The impossibility of attaining all oral subsites and the obstacle represented by adjacent bony structures appear to be the most considerable limitations of IOUS evaluation. As a consequence, tumors located in the posterior third of the mobile tongue are not easily accessible to perpendicular evaluation. Other IOUS technical issues are related to the fact that the probe should be kept in tight contact with the mucosal surface to be assessed to maximize the interface between them, trying not to exert an excessive pressure that could possibly distort or modify the aspect of the tumor with a consequent risk of underestimation of DOI. Moreover, IOUS is a live examination that is strictly dependent on the operator: as a consequence, variable levels of experience may give different information. As a somewhat new diagnostic tool, IOUS needs a proper learning curve to understand the adequate pressure to apply to tissues, the way to move the probe, and how to reach the more posterior subsites of the oral cavity. Finally, the same exam cannot be subsequently reassessed by a second operator nor visually aid surgeons before or during surgery.

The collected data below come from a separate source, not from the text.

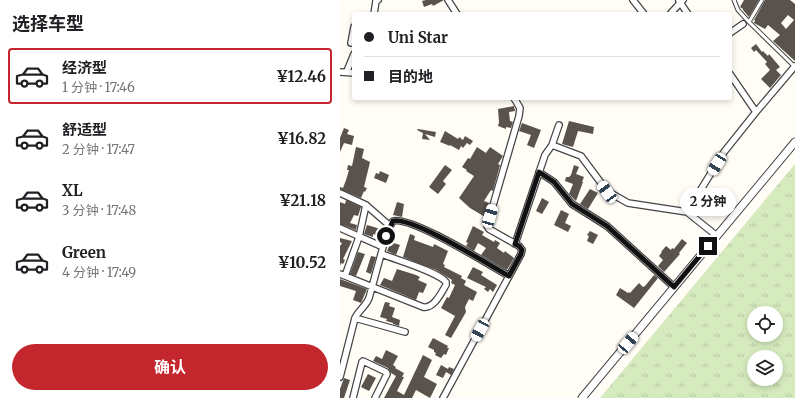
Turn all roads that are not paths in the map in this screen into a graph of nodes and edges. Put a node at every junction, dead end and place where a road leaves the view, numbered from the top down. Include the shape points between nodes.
1 (378, 0) edge
2 (448, 0) edge
3 (633, 0) edge
4 (734, 0) edge
5 (762, 0) edge
6 (681, 1) edge
7 (374, 12) edge
8 (456, 12) edge
9 (642, 12) edge
10 (672, 12) edge
11 (687, 12) edge
12 (746, 23) junction
13 (732, 32) edge
14 (352, 59) edge
15 (795, 66) edge
16 (347, 71) junction
17 (340, 72) edge
18 (352, 72) edge
19 (732, 77) edge
20 (515, 100) edge
21 (756, 112) junction
22 (559, 125) dead end
23 (795, 142) edge
24 (552, 145) junction
25 (539, 172) junction
26 (340, 193) edge
27 (366, 205) junction
28 (686, 212) junction
29 (390, 226) junction
30 (340, 228) edge
31 (717, 236) junction
32 (359, 237) junction
33 (515, 244) junction
34 (383, 247) junction
35 (382, 254) junction
36 (342, 275) edge
37 (509, 276) junction
38 (373, 287) junction
39 (674, 287) junction
40 (356, 318) junction
41 (405, 332) dead end
42 (340, 375) edge
43 (352, 398) edge
44 (374, 398) edge
45 (443, 398) edge
46 (582, 398) edge

1 - 7 street
2 - 8 street
3 - 9 street
4 - 12 lane
5 - 12 lane
6 - 10 street
6 - 11 street
12 - 13 street
12 - 15 lane
14 - 16 street
15 - 21 street
16 - 17 street
16 - 18 street
19 - 21 street
20 - 33 street via 520,108 519,116 488,226
21 - 28 street via 724,152
22 - 24 street
23 - 31 street
24 - 25 street via 544,155
24 - 28 street via 581,156 607,192 628,203
25 - 33 street
25 - 39 street via 554,182 572,204 607,226
26 - 27 street
27 - 29 street
27 - 32 street
28 - 31 street
29 - 34 street
29 - 37 street via 397,220 412,224
30 - 32 street
31 - 39 street
32 - 34 street
32 - 36 street
33 - 37 street via 522,250
34 - 35 street
35 - 38 street
35 - 38 street via 427,270 444,279 446,285 433,304 425,308
36 - 38 street
37 - 45 street
38 - 40 street via 366,306 358,312
39 - 46 street
40 - 41 street
40 - 42 street
43 - 44 street via 363,361 387,374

Herein, both MR and IOUS had good correlation with histopathological findings and between them. For these reasons, we firmly believe that IOUS might be safely used, even alone, for preoperative staging of early OCSCC situated in the anterior half of the oral cavity.

The main strength of our study is represented by the homogeneous evaluation of the entire cohort of patients by the same two experienced head and neck radiologists. Moreover, the majority of patients included were evaluated by both preoperative MR and IOUS, allowing direct and fruitful comparison of the two radiological tools on the same lesion. The main concern of our findings is that our cohort of patients is relatively restricted and that the mean time dividing radiological and histopathological examination was almost 20 days.

Conclusion

At present, MR is considered the first-choice radiological examination for preoperative diagnostic assessment of head and neck SCCs, except for the larynx and hypopharynx. With MR, the radiologist is able to analyze neoplastic extension, intratumoral vascularization, tumor borders, and intracranial and/or perineural spreads. Its main limitations are that it is expensive, requires substantial time to perform a proper exam, and is impossible to perform in non-cooperative or claustrophobic patients, or in those with metallic prostheses and pacemakers. By contrast, the advantages of IOUS are related to the fact that is a fast and high-resolution examination, less invasive, more cost-effective, and requires less compliance by the patient. On the other hand, it remains highly operator-dependent and cannot be considered as the best radiological examination for lesions in close proximity to bony structures or located in the posterior half of the oral cavity. Notwithstanding, from our data it is possible to infer a good performance of IOUS and a good agreement with the current gold standard examination (MR). From these results, physicians may be encouraged to use IOUS as a complementary evaluation, being a less expensive and faster tool in the preoperative diagnostic work-up of early-intermediate anterior OCSCC.